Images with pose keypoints
Content starts

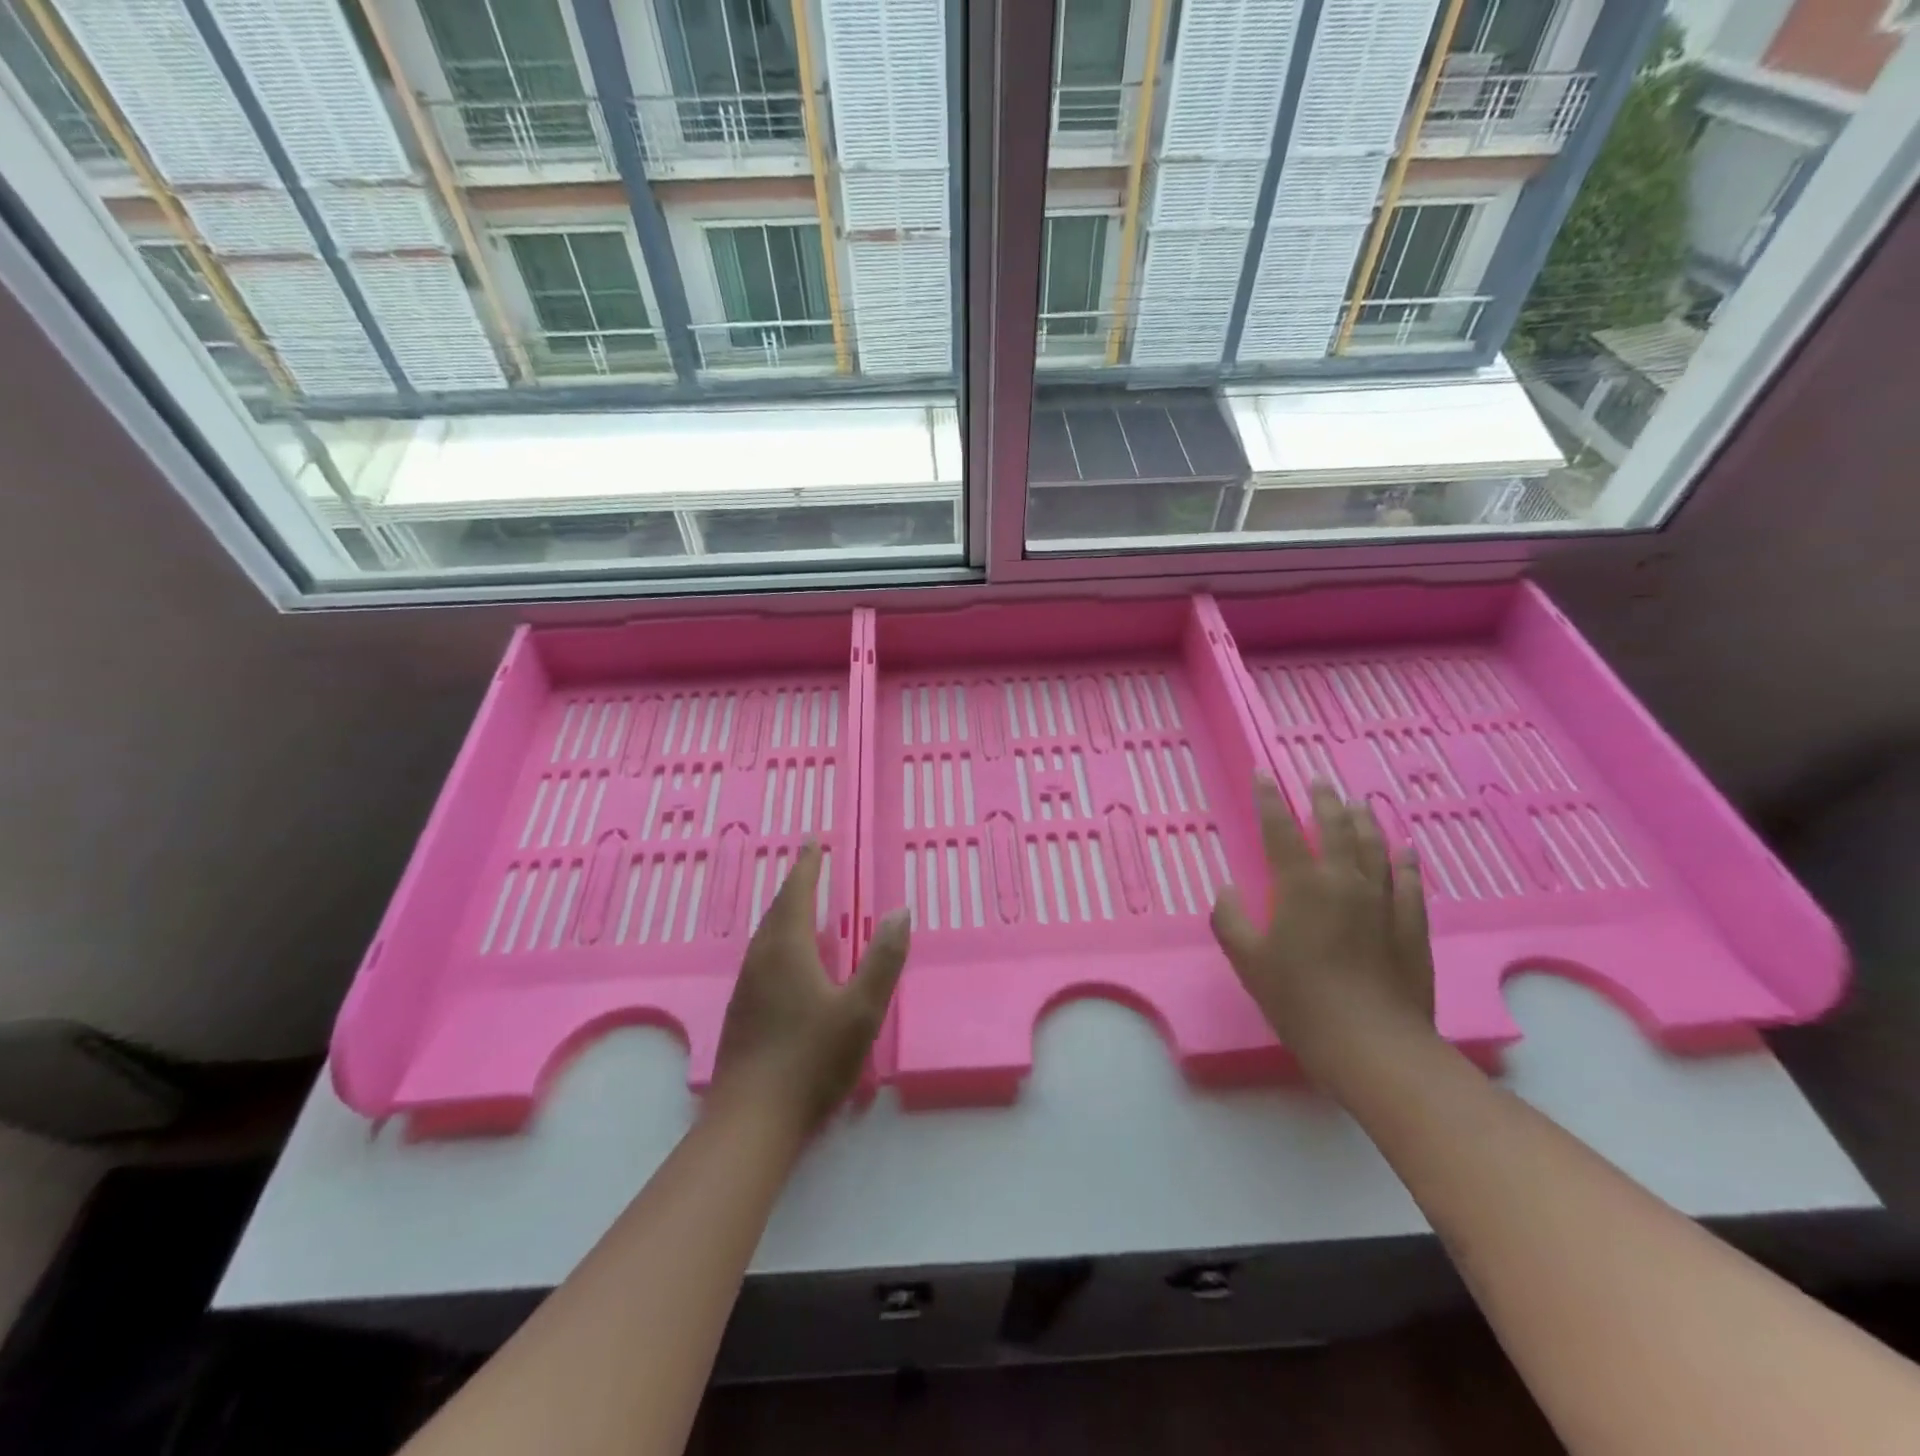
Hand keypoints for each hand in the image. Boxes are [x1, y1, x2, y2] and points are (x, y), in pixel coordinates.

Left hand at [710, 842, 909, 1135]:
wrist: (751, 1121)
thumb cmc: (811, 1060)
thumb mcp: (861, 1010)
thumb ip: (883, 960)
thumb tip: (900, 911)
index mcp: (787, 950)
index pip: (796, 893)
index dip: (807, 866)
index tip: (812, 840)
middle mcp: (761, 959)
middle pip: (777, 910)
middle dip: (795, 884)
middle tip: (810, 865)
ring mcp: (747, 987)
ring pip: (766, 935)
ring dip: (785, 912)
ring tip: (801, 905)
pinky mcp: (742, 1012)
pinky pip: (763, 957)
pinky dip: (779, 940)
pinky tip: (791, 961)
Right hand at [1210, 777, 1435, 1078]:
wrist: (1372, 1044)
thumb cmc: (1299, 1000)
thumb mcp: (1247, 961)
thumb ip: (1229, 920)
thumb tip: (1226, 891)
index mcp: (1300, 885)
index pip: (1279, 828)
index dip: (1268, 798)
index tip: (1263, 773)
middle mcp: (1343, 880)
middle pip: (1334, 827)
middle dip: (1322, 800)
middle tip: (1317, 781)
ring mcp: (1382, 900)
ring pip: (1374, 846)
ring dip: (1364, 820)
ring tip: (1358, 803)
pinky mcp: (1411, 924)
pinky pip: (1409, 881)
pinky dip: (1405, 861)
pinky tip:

Content ends

Output, exactly and with nothing else, the lines from the line containing "thumb cmc: (1299, 1000)" to the end of the entries.

thumb cmc: (1299, 1000)
thumb mcp: (1247, 961)
thumb ip: (1229, 920)
thumb tip: (1226, 891)
index mcp: (1300, 885)
index pip: (1279, 828)
index dip: (1268, 798)
index tip: (1263, 773)
middle mcp: (1343, 880)
middle pip: (1334, 827)
middle dip: (1322, 800)
middle tip: (1317, 781)
ring mcp: (1382, 900)
ring pip: (1374, 846)
ring dip: (1364, 820)
ring tip: (1358, 803)
pinky mcp: (1411, 924)
pinky pip: (1409, 881)
pinky dip: (1405, 861)
pinky tip:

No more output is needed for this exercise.